Three London schoolgirls who fled to Syria are believed to have stolen family jewelry to fund their travel, police said as the trio’s relatives expressed disbelief at their actions.

School friends Kadiza Sultana, 16, and 15-year-olds Shamima Begum and Amira Abase, left their homes last month and flew to Istanbul, from where they are believed to have joined Islamic State jihadists in Syria.

Giving evidence before parliament’s home affairs committee on Tuesday, Britain’s national police leader on counter-terrorism, Mark Rowley, said the girls paid a travel agent more than 1,000 pounds (US$1,506) for their flights. Asked where they found the money, he said: “We think it’s linked to theft from families.
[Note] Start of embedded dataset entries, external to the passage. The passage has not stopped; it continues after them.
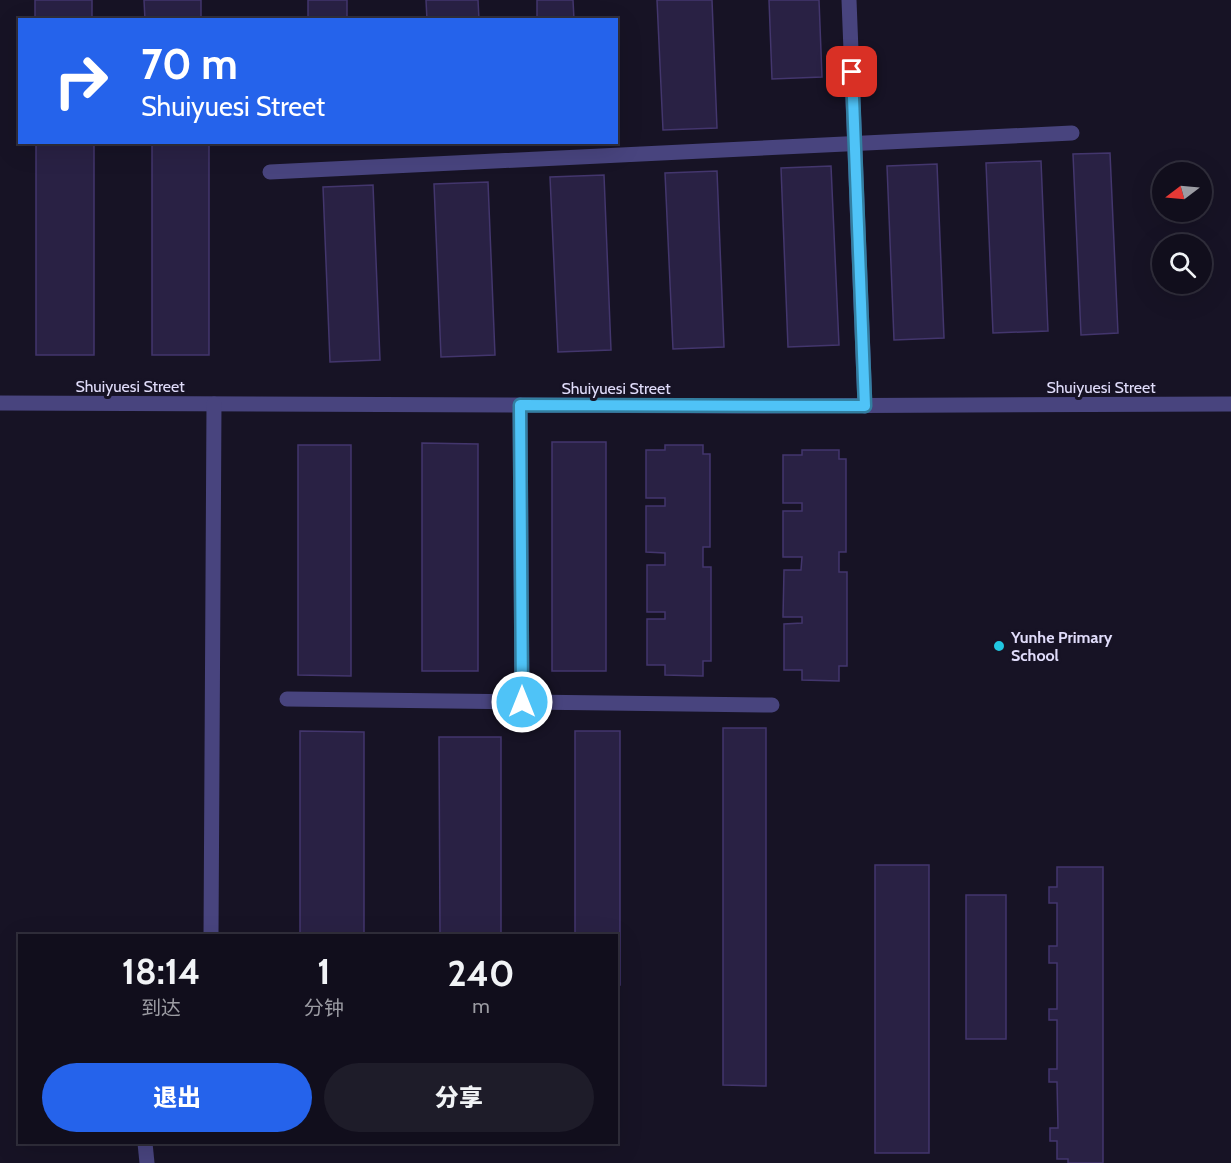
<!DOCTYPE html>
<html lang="zh">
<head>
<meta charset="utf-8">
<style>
  body { margin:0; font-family:Cabin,"Noto Sans SC",sans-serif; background:#1e1c29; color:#f1f3f6; height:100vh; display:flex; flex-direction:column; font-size:22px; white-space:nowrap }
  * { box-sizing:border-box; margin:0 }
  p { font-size:20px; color:#9c9ca3 }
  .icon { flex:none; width:33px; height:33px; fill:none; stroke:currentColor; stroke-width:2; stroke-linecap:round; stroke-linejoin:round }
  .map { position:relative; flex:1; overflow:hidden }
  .drawer { position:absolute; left:18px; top:934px; width:600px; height:210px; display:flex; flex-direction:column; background:#110e1c; border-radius:0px; box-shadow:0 6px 24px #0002,0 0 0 2px #302e3b }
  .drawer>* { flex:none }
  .guide { position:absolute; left:18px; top:18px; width:600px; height:126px; border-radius:0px; box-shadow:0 6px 24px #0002,0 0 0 2px #302e3b; background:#2563eb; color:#fff; overflow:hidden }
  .needle { width:39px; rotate:254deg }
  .tools { position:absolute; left:1152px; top:162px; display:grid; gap:12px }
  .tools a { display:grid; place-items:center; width:60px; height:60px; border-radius:50%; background:#110e1c; box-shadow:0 6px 24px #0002,0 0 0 2px #302e3b; font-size:30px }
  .pin { position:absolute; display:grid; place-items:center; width:51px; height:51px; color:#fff; margin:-26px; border-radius:12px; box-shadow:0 3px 9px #0006 }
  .me { position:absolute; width:66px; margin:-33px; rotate:0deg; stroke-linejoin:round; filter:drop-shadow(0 0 4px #0008) }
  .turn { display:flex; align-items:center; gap:21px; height:126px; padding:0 24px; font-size:27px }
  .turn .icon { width:78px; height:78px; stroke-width:2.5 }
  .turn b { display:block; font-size:42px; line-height:51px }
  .eta { display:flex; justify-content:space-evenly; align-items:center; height:102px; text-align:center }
  .eta b { font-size:36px; font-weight:800; line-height:42px }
  .cta { display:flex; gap:12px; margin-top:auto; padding:12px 24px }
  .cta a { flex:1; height:69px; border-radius:36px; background:#2563eb; color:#fff; font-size:24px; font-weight:800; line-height:69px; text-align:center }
  .cta a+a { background:#1e1c29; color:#f1f3f6 }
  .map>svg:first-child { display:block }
</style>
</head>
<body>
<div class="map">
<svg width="1231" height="1163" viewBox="0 0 1231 1163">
  <rect width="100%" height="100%" fill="#171325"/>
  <g fill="#292144" stroke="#43366d" stroke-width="1.5">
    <rect x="35" y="0" width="57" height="20"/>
    <path d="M144,0H201V20H145Z"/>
    <rect x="308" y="0" width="39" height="20"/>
    <path d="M426,0H478L479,20H427Z"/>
    <path d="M537,0H573L574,20H537Z"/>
    <path d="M657,0H712L717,128L663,130Z"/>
    <path d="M769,0H819L822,77L772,79Z"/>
    <rect x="36" y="142" width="58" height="213"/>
    <rect x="152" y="142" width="57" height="213"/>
    <path d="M1110,153L1118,333L1081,335L1073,154Z"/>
    <path d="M1041,161L1048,331L993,333L986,163Z"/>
    <path d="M937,164L944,338L894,340L887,166Z"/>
    <path d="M831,166L839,345L788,347L781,168Z"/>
    <path d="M717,171L724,347L673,349L665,173Z"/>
    <path d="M604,175L611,350L558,352L550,177Z"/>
    <path d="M488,182L495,355L441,357L434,184Z"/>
    <path d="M373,185L380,360L330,362L323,187Z"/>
    <rect x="552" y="442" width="54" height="229"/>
    <path d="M422,443L478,444V671H422Z"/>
    <path d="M298,445H351V676L298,675Z"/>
    <path d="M665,445H703V454H710V547H703V567H711V661H703V676L665,675V665H647V619H665V612H647V565H665V553L646,552V506H665V498H646V450H665Z"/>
    <path d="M802,450H839V459H846V552H839V572H847V666H839V681L802,680V670H784V624L802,623V617H783L784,570H801L802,557H783V511H802V503H783V455H802Z"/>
    <path d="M723,728H766V1086L723,1085Z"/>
    <path d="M300,731L364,732V936H300Z"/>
    <path d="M575,731H620V985H616V936H575Z"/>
    <path d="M439,737H501V936H440Z"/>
    <rect x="875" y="865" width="54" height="288"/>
    <path d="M1057,867H1103V1163H1068V1159H1057V1141H1050V1128H1058L1057,1082H1049V1069H1057V1020H1049V1009H1057V963H1049V946H1057V903H1049V887H1057Z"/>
    <rect x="966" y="895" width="40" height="144"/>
  </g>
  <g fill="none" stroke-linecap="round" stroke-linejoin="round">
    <g stroke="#48447e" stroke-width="15">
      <path d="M849,0L865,406"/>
      <path d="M270,172L1072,133"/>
      <path d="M0,403L739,406L1231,404"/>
      <path d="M520,405L522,702"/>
      <path d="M287,699L772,705"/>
      <path d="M211,936L214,404"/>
      <path d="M145,1143L147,1163"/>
    </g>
  </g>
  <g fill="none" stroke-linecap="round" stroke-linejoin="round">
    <defs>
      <path id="route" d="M522,702L520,405L865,406L852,72"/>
    </defs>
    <use href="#route" stroke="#337fa1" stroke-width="15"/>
    <use href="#route" stroke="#4fc3f7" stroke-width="10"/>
  </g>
  <circle fill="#21c7e1" stroke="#171325" stroke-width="2" cx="999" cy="646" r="6"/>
  <g text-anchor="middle" stroke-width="6" stroke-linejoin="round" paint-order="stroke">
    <g font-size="16" fill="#e0dcfa" stroke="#171325">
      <text x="130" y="392">Shuiyuesi Street</text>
      <text x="1101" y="393">Shuiyuesi Street</text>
      <text x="616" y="394">Shuiyuesi Street</text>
    </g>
    <g font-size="16" font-weight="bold" fill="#e0dcfa" stroke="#171325" text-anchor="start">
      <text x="1011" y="643">Yunhe Primary<tspan x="1011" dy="18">School</tspan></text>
    </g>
  </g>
</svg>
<div class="tools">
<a><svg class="needle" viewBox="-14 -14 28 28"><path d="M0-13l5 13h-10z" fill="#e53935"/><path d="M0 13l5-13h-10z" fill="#9c9ca3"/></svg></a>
<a><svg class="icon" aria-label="search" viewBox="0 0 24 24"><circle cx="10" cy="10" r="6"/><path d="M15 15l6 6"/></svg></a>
</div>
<div class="pin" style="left:852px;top:72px;background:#d93025"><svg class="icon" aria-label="arrive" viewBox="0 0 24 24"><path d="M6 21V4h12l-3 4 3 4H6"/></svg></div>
<svg class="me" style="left:522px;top:702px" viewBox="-20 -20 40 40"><circle r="17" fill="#4fc3f7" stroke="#fff" stroke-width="3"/><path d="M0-11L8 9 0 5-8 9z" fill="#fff"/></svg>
<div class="guide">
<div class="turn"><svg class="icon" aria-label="right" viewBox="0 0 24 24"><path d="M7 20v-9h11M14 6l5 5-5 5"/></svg><div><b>70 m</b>Shuiyuesi Street</div></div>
</div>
<section class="drawer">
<div class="eta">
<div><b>18:14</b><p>到达</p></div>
<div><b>1</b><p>分钟</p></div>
<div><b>240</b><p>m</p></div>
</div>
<div class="cta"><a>退出</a><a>分享</a></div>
</section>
</div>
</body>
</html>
We think it’s linked to taking jewelry from one of their family members.”

But family members later said that the girls must have found additional funds elsewhere, as the jewelry that was missing was not of great value. “We haven’t lost 2,000 pounds worth of jewelry,” Shamima’s sister Renu Begum told ITV News.

“I feel there is someone out there helping in terms of funding because there’s no way my sister has got the cash to fund herself,” said Kadiza’s sister Halima Khanom.

“I really hope the police would now make it their business to establish where these funds came from,” added Kadiza’s cousin Fahmida Aziz.

The girls are among 26 British young women who have gone to join IS fighters in Syria, according to Rowley, who is assistant commissioner of London’s Metropolitan Police.

But he said that so far “we have no evidence to suggest they are involved in terrorism”, and they could return home to Britain without facing charges.

Earlier, Abase’s father Hussein Abase told the committee his daughter was a victim — adding that he believed she had been “terrified” by police attention following the flight of another school friend to Syria in December.

Police spoke with Sultana, Begum and Abase and four other girls from the same London school after the 15-year-old girl went missing in December, and gave them a letter requesting further permission from their parents to talk to them.

None of the trio passed on the letters, and their relatives have complained that they could have acted to stop the girls if they had known the situation.

Abase said of his daughter: “She is the kind of girl who, if it (is) sunset, will call me to pick her up. So how on Earth (can) she travel to abroad and to join ISIS (IS)? The letter terrified my daughter.”

In her evidence to the committee, Begum’s older sister Sahima also said there was no indication that the younger girl had been radicalized.